Director Haynes of the F.B.I. is next to arrive by helicopter. The three men turn to see a space ship materialize nearby. They come from Dimension Z.  Deputies Stix and Hubro present their credentials of the Inter-Dimensional Bureau of Investigation. They are hear to arrest a dangerous criminal from Dimension Z, who calls herself Supergirl. Colonel Dupre laughs at the idea that Supergirl is a criminal. Stix and Hubro invite them onto the ship. They are shown images from a visi-recorder from Dimension Z of Supergirl, who was known as Serpena. It is from the punch card file, the lawmen watch. The daughter of a famous scientist, Serpena began her crooked career by using her father's invention to freeze the hydroponic tank farms.
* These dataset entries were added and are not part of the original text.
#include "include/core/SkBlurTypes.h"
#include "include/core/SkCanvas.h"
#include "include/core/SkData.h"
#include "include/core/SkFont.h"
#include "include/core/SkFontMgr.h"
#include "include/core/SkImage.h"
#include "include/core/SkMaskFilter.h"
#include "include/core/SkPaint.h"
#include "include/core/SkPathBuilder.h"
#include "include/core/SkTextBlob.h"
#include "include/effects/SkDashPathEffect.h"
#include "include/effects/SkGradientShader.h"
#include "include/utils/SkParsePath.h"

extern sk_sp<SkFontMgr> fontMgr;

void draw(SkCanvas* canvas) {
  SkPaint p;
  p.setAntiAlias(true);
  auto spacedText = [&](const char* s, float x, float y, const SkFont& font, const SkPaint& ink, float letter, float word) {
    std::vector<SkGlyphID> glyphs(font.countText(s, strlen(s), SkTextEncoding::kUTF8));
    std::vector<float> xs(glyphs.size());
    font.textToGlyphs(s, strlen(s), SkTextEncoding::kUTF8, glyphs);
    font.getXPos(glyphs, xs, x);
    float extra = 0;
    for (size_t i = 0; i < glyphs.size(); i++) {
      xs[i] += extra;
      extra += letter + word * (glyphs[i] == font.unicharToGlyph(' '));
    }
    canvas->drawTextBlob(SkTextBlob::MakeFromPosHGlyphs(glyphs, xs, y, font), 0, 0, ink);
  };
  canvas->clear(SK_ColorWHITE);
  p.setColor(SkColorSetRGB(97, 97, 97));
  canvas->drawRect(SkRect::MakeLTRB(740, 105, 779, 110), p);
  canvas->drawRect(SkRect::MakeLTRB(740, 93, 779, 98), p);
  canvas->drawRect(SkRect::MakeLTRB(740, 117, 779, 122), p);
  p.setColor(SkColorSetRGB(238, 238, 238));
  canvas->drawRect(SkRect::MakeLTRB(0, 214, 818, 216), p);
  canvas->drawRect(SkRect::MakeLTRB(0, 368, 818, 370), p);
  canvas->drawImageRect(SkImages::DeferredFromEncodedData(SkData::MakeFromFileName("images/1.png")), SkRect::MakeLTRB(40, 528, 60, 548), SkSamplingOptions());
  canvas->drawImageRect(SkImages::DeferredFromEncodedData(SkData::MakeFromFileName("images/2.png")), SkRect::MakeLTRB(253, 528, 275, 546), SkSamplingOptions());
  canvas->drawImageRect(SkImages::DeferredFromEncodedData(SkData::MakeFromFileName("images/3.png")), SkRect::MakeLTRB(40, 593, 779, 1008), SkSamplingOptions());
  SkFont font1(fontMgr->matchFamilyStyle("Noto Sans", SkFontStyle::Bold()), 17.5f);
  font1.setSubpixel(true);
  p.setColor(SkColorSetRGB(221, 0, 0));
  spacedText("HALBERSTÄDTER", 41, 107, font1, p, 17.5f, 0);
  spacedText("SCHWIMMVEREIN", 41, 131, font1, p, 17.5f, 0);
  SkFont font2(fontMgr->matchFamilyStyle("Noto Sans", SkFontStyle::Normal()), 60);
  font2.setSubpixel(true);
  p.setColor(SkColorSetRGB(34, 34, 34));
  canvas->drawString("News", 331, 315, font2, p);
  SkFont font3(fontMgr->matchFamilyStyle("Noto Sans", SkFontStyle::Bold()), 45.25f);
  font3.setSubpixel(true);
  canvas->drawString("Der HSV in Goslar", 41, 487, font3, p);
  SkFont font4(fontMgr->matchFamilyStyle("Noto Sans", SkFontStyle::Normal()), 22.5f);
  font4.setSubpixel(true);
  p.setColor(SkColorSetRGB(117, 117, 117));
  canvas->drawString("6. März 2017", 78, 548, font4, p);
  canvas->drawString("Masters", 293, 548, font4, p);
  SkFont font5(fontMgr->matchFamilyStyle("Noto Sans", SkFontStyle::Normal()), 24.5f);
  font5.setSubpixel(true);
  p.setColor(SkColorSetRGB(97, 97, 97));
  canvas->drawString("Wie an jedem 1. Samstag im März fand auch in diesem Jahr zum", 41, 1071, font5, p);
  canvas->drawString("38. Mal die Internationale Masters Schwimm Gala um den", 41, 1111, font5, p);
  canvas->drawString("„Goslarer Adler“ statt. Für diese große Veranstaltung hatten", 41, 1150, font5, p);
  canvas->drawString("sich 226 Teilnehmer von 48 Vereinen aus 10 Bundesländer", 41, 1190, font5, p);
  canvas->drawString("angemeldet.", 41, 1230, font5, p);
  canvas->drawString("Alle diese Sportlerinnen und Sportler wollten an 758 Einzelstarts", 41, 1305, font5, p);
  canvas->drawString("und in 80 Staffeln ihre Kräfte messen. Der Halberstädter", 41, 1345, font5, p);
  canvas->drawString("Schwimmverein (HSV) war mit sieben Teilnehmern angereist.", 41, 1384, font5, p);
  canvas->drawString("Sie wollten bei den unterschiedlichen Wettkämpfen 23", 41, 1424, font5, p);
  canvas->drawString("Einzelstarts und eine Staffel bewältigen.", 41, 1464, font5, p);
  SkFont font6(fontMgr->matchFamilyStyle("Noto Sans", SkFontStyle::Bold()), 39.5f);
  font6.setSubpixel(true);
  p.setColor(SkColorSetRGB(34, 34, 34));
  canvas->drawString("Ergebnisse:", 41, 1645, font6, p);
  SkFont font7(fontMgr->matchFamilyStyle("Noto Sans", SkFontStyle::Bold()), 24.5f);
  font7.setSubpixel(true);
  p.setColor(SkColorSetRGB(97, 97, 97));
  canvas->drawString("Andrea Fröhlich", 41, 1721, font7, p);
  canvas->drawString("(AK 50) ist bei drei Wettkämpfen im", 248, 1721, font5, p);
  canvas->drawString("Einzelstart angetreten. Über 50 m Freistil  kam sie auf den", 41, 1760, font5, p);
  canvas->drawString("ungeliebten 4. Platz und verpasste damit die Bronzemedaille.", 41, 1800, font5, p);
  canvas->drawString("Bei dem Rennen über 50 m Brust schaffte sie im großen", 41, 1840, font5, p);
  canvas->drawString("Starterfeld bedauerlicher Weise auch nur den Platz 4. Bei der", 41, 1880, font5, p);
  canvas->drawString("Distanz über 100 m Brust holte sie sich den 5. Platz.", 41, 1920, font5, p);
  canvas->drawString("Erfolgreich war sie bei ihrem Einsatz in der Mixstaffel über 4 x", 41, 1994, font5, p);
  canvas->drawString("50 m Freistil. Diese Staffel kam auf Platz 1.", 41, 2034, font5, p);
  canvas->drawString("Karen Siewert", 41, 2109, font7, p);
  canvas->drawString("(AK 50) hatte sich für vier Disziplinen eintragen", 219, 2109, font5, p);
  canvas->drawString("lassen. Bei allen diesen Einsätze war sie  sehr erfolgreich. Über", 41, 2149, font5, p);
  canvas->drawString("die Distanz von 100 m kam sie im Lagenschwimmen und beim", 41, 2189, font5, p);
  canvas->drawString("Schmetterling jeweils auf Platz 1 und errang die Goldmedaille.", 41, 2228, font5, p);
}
Using a roto-borer made by her father, Serpena sought valuable minerals for an evil experiment. She causes the buildings of an entire city to cave in! Serpena was jailed, but used the hyper-power from her cell illuminator to melt the bars of her prison door to escape. At her father's lab, she uses the trans-dimensional ship to leave Dimension Z. After years of building the second trans-dimensional ship, they have arrived to take Serpena back. The lawmen believe that they are mistaken, for Supergirl is a heroine, and they seek to prove it to Stix and Hubro.

In America, the ship has arrived outside a federal maximum security prison, filled with inmates who'll attest for Supergirl's character. One tells about the time he heard about a shipment of gold bricks being taken to Fort Knox, and he succeeded in stealing it, as well as making his escape.  Supergirl found the gold with her x-ray vision, painted and cemented in the wall of his home. Stix and Hubro admit that Supergirl does fight against crime in this dimension. At a rocket-test base, they hear how a capsule circled the Earth for a hundred orbits.
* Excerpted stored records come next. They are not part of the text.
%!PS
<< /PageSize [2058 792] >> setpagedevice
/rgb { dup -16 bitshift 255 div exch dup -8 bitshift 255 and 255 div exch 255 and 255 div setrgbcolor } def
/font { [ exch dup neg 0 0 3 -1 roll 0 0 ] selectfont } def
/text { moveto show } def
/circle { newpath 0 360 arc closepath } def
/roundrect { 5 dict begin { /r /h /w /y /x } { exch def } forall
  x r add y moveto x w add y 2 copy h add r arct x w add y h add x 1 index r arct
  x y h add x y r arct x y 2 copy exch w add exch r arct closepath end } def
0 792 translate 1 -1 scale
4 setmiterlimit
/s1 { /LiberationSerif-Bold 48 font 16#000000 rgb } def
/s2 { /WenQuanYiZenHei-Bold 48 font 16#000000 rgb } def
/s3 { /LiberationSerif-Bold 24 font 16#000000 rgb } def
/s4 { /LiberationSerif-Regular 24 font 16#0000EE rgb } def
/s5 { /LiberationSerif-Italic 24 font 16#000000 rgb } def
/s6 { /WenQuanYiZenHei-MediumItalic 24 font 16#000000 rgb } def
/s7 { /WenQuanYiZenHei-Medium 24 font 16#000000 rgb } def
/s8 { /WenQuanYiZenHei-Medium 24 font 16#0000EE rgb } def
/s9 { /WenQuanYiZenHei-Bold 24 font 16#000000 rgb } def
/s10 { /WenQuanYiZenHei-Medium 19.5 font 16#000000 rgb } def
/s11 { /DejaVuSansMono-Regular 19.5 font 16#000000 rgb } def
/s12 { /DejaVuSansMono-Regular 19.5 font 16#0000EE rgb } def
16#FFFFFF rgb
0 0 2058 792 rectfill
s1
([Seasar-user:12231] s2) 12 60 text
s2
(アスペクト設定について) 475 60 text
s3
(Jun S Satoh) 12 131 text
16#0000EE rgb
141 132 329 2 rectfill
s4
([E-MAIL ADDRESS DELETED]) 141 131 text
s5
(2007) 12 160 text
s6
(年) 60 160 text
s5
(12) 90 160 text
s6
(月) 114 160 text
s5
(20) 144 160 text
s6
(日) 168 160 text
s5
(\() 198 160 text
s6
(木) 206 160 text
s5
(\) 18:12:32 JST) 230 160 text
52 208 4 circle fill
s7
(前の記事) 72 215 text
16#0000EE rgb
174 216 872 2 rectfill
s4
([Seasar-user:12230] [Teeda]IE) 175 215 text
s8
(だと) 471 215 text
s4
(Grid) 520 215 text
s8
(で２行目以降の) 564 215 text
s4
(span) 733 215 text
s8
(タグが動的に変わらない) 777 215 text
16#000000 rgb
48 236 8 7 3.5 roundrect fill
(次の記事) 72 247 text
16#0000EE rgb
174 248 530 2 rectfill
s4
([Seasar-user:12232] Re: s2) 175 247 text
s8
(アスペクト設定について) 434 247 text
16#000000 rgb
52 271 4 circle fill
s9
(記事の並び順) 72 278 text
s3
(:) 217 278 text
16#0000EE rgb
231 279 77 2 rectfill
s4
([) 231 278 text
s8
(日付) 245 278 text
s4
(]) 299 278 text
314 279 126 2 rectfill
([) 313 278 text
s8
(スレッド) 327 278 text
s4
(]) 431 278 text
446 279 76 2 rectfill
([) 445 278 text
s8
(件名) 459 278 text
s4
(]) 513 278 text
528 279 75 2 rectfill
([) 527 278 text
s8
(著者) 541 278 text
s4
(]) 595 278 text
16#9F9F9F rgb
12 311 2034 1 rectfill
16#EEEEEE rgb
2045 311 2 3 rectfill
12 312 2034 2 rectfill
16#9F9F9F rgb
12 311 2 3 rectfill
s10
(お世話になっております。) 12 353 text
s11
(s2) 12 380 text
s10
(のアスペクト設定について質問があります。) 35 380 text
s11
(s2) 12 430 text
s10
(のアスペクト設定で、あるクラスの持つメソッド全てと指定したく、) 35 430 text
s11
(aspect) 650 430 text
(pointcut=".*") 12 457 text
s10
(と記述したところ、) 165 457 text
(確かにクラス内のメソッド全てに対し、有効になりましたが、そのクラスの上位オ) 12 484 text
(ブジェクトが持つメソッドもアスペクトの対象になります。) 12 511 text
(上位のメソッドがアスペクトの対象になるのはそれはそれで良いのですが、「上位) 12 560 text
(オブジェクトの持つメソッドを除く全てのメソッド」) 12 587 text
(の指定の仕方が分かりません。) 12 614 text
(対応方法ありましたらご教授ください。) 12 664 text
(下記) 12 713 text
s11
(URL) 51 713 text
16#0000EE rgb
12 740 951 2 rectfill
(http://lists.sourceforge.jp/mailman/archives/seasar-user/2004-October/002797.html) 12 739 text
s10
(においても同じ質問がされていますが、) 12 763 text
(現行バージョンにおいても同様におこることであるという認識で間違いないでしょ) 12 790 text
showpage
There was too much friction upon the descent to Earth, and the parachute was ignited. Supergirl saved the astronaut's life, while cooling the capsule with her super-breath. Stix admits that the astronaut believes her to be a hero. At the National Space Observatory, they learn how the Maid of Might headed for a black nebula in space, which was caused by a giant, metallic space-squid. It was frightened by the light of the sun, and fired an inky cloud in self-defense.  She takes the squid into the darkness of deep space.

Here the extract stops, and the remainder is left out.